[Rd] vcov and survival
Fox, John
jfox at mcmaster.ca
Thu Nov 2 22:23:17 CET 2017
Dear Martin,
Thank you for taking care of this.
Best,
John
> -----Original Message-----
> From: Martin Maechler [mailto:maechler at stat.math.ethz.ch]

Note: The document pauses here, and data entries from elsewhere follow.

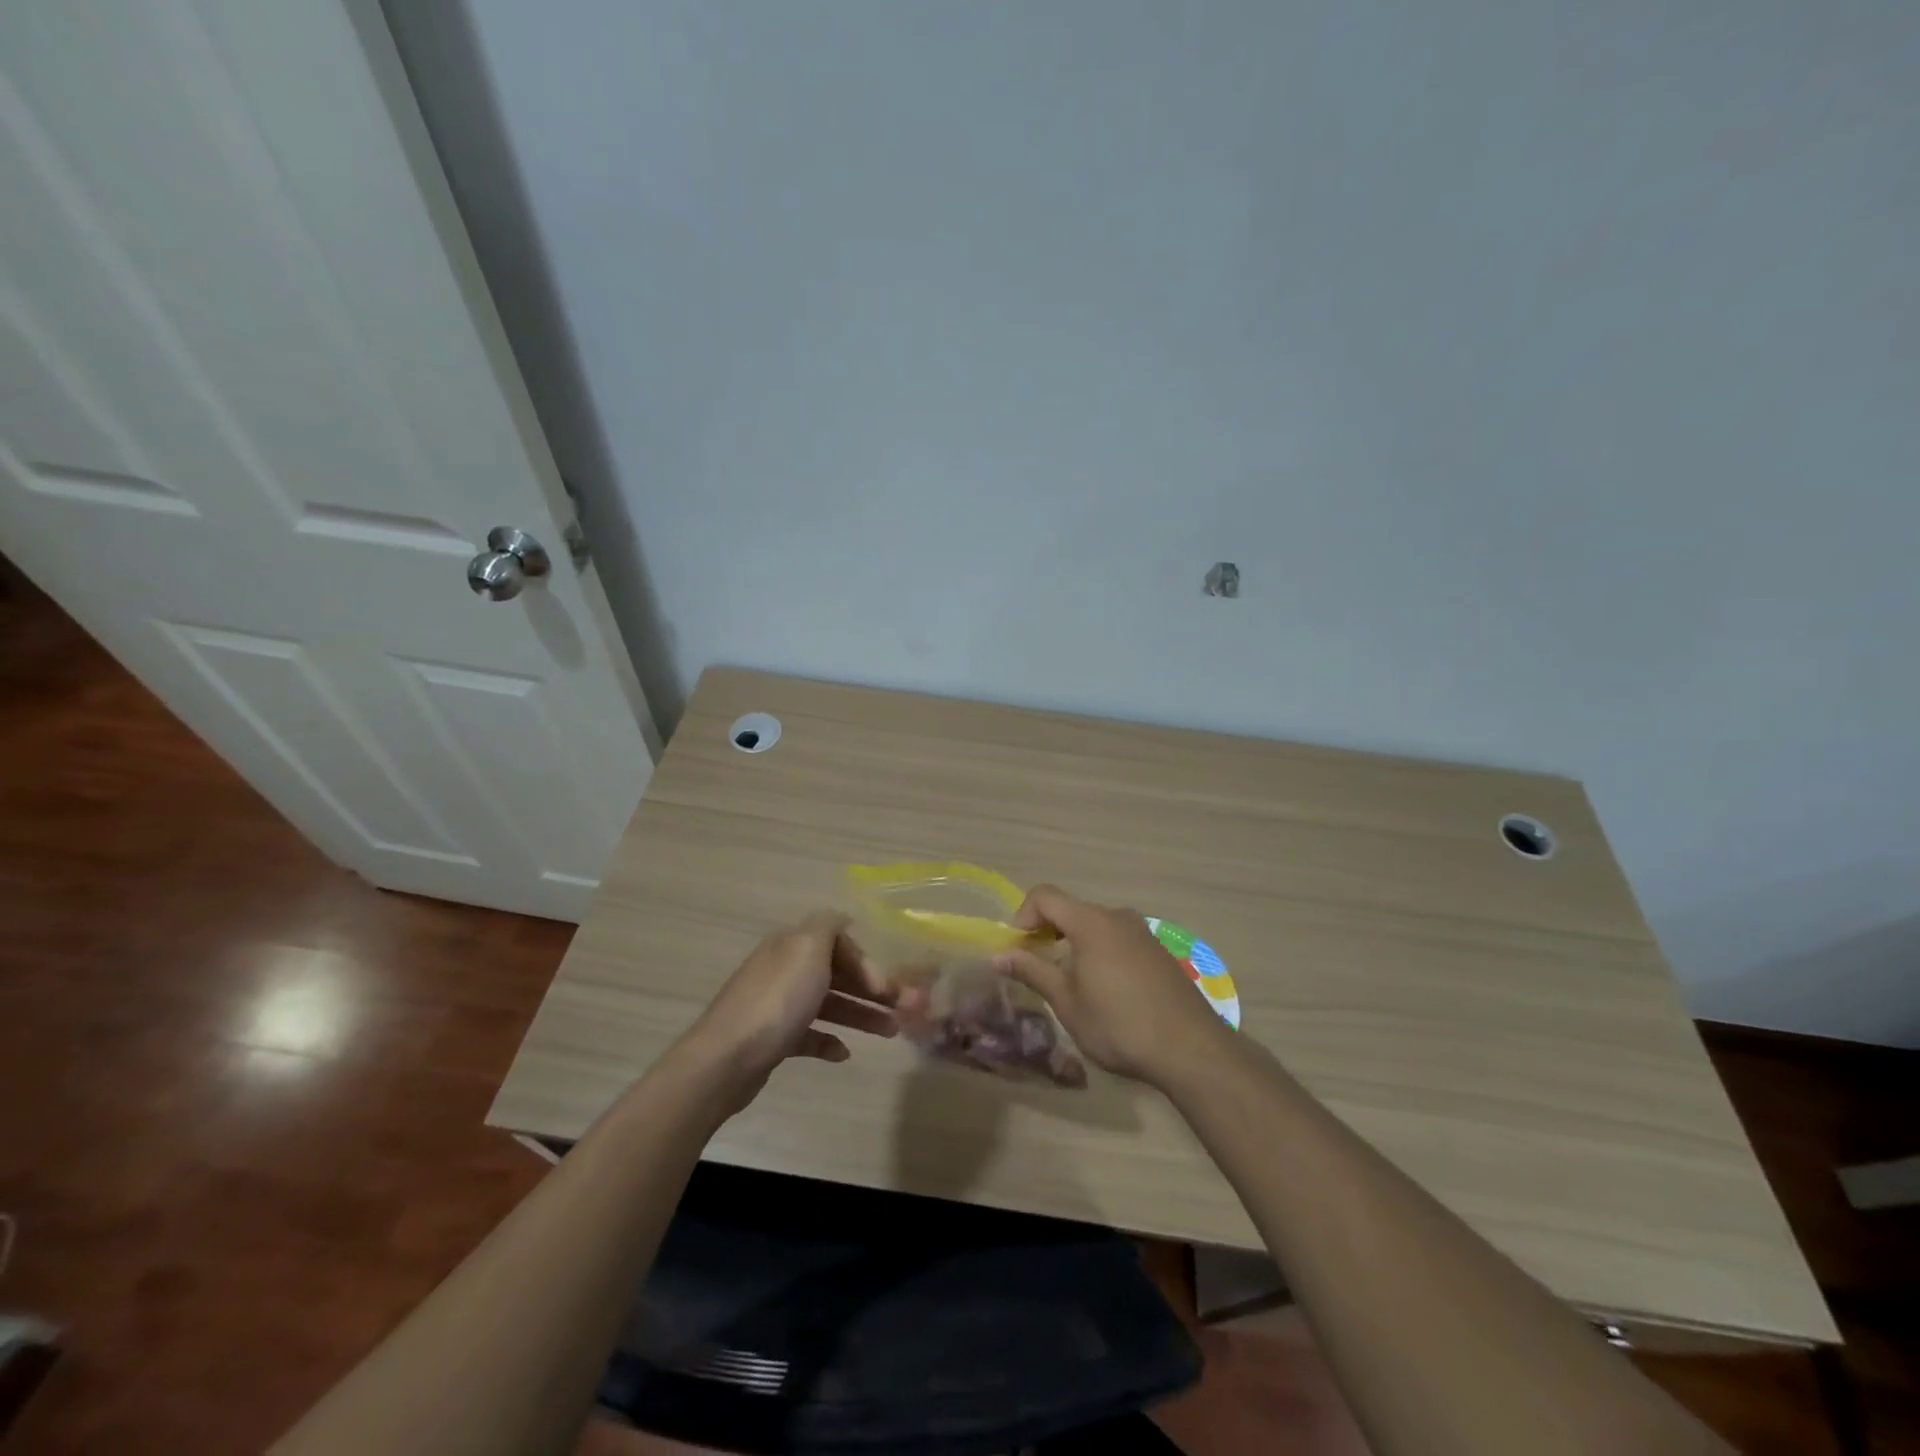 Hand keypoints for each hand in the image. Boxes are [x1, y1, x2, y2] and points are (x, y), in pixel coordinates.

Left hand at [678, 911, 897, 1112]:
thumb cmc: (777, 1001)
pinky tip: (844, 1053)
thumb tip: (844, 918)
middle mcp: (783, 969)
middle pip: (836, 974)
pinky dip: (829, 1040)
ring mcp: (776, 1005)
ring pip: (827, 1004)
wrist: (726, 1059)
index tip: (885, 988)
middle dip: (871, 990)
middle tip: (902, 1012)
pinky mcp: (772, 1039)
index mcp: (792, 945)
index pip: (838, 942)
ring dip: (860, 1015)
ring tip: (889, 1033)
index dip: (866, 962)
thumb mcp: (808, 948)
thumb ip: (829, 925)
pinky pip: (808, 1035)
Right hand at [994, 885, 1227, 1087]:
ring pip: (1095, 925)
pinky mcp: (1158, 950)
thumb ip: (1032, 971)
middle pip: (1070, 909)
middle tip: (1037, 968)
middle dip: (1046, 932)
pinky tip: (1105, 990)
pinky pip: (1117, 938)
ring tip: (1070, 983)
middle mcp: (1117, 916)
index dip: (1022, 916)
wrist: (1191, 1048)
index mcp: (1091, 922)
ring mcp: (1142, 932)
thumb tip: (999, 955)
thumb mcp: (1067, 1002)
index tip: (1017, 950)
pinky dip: (1099, 952)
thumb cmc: (1119, 1025)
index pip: (1044, 896)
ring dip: (1073, 944) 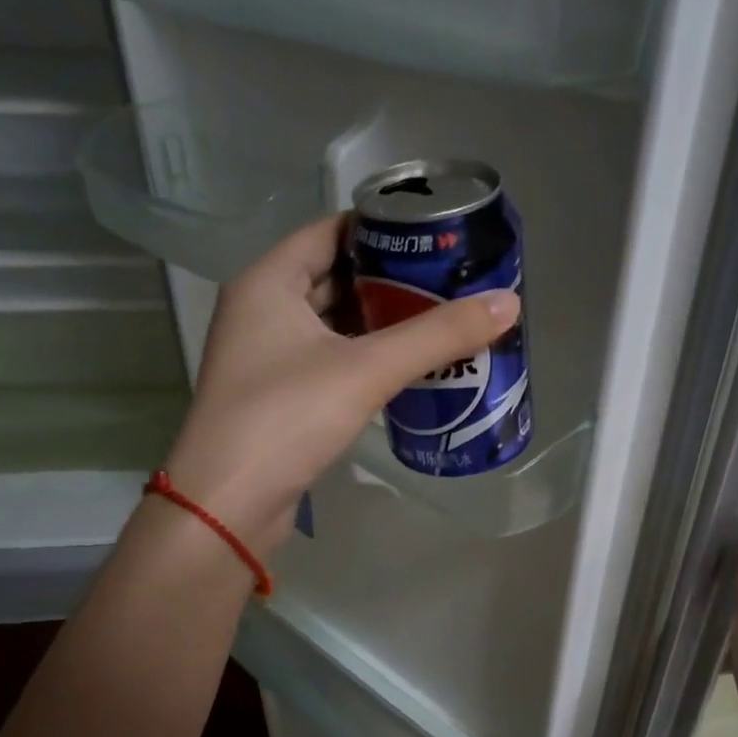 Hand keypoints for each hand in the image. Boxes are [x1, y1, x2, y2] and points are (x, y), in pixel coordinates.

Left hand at [162, 215, 521, 553]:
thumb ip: (437, 336)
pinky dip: (365, 358)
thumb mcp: (367, 370)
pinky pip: (329, 362)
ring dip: (379, 324)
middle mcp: (260, 311)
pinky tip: (406, 368)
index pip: (330, 231)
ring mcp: (266, 358)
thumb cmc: (287, 418)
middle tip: (448, 283)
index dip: (382, 230)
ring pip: (332, 325)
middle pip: (334, 277)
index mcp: (267, 282)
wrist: (228, 505)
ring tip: (438, 322)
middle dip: (389, 280)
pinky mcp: (279, 398)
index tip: (435, 238)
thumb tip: (509, 303) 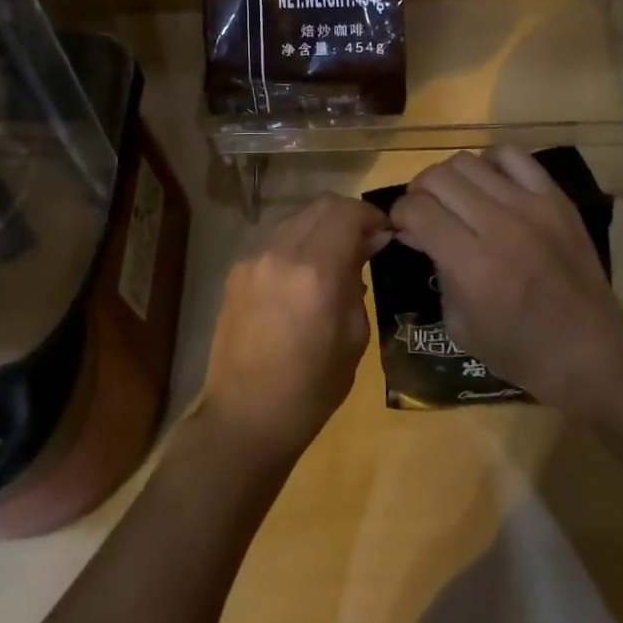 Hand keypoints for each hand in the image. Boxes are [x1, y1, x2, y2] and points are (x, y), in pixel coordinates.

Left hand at [197, 193, 388, 463]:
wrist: (245, 418)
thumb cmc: (312, 389)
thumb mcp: (354, 337)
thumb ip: (359, 281)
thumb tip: (368, 245)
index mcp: (316, 272)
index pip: (348, 212)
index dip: (372, 215)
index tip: (386, 233)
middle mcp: (281, 253)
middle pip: (321, 204)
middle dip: (348, 215)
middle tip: (365, 241)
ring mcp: (254, 259)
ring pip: (297, 218)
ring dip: (322, 227)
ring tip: (335, 257)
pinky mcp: (236, 271)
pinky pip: (276, 241)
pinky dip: (298, 245)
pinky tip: (304, 277)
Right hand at [390, 147, 622, 413]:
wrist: (591, 351)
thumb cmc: (520, 350)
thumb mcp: (460, 324)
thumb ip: (435, 269)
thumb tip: (416, 232)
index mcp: (472, 265)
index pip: (418, 209)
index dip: (400, 214)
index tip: (402, 226)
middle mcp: (498, 225)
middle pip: (438, 177)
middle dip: (419, 192)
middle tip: (424, 211)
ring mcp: (530, 206)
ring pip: (468, 161)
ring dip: (450, 178)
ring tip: (455, 197)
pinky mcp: (555, 198)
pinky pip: (512, 156)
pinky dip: (491, 163)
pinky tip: (490, 185) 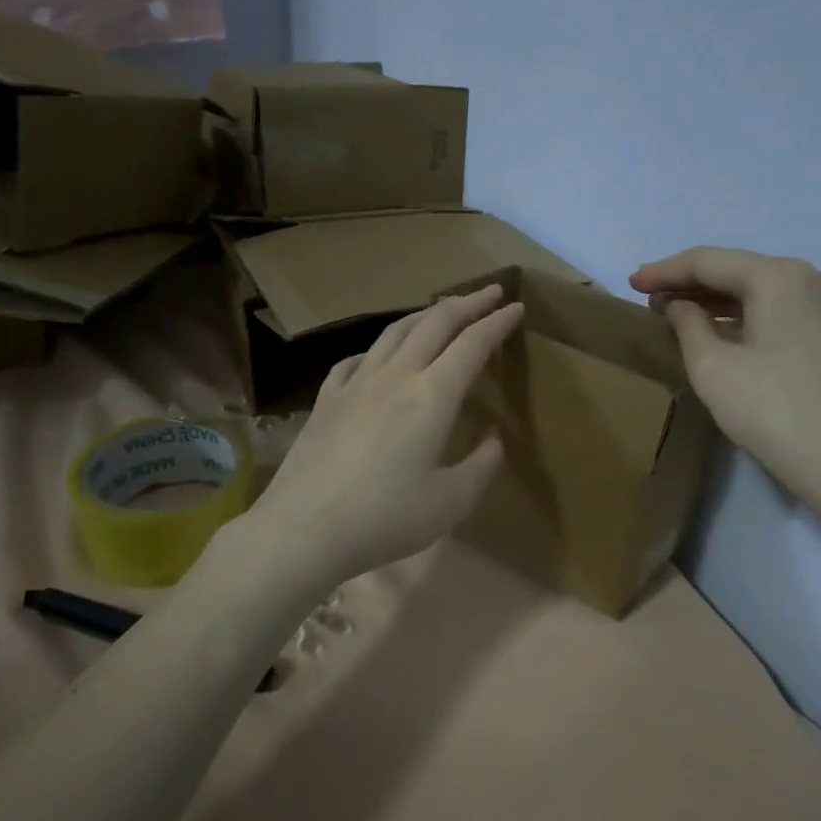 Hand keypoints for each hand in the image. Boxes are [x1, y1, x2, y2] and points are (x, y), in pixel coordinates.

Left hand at [245, 285, 522, 586]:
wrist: (305, 528)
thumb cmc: (386, 518)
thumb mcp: (452, 501)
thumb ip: (482, 464)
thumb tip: (493, 436)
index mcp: (432, 396)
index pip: (473, 344)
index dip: (497, 322)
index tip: (515, 307)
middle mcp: (395, 376)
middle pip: (434, 324)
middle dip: (467, 303)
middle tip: (489, 292)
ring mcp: (355, 383)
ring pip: (394, 332)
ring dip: (424, 315)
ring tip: (441, 311)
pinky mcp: (326, 399)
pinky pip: (356, 359)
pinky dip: (378, 347)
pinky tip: (378, 355)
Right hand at [629, 248, 820, 509]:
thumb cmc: (771, 409)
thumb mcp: (712, 367)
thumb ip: (688, 325)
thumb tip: (680, 305)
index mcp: (779, 276)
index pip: (709, 261)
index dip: (665, 271)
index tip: (631, 282)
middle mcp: (811, 278)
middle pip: (738, 271)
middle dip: (691, 283)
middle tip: (650, 297)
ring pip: (761, 291)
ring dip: (717, 301)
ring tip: (677, 314)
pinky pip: (780, 311)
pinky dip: (745, 316)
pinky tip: (721, 332)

> Sent: Thursday, November 2, 2017 4:59 PM
> To: Fox, John <jfox at mcmaster.ca>
> Cc: Martin Maechler <maechler at stat.math.ethz.ch>; Therneau, Terry M.,
> Ph.D. <therneau at mayo.edu>; r-devel at r-project.org
> Subject: RE: [Rd] vcov and survival
>
> >>>>> Fox, John <jfox at mcmaster.ca>
> >>>>> on Thu, 14 Sep 2017 13:46:44 +0000 writes:
>
> > Dear Martin, I made three points which likely got lost
> > because of the way I presented them:
>
> > (1) Singularity is an unusual situation and should be made
> > more prominent. It typically reflects a problem with the
> > data or the specification of the model. That's not to say
> > that it *never* makes sense to allow singular fits (as in
> > the situations you mentions).
>
> > I'd favour setting singular.ok=FALSE as the default, but
> > in the absence of that a warning or at least a note. A
> > compromise would be to have a singular.ok option() that
> > would be FALSE out of the box.
>
> > Any changes would have to be made very carefully so as not
> > to create chaos.
>
> I for one, am too reluctant to want to change the default there.
>
> > That goes for the points below as well.
>
> > (2) coef() and vcov() behave inconsistently, which can be
> > problematic because one often uses them together in code.
>
> indeed; and I had agreed on that.
> As of today, in R-devel only they now behave compatibly.
> NEWS entry
>
> • The “default” ("lm" etc) methods of vcov() have gained new
> optional argument complete = TRUE which makes the vcov() methods
> more consistent with the coef() methods in the case of singular
> designs. The former behavior is now achieved by vcov(*,
> complete=FALSE).
>
>
> > (3) As you noticed in your second message, lm() has a
> > singular.ok argument and glm() doesn't.
>
> and that has been amended even earlier (a bit more than a month
> ago) in R-devel svn rev 73380 with NEWS entry
>
> • glm() and glm.fit get the same singular.ok=TRUE argument that
> lm() has had forever. As a consequence, in glm(*, method =
> <your_own>), user specified methods need to accept a singular.ok
> argument as well.
>
> > I'll take a look at the code for glm() with an eye towards
> > creating a patch, but I'm a bit reluctant to mess with the
> > code for something as important as glm().
>
> and as a matter of fact you did send me +- the R code part of that change.
>
> My current plan is to also add the 'complete = TRUE' option to the "basic"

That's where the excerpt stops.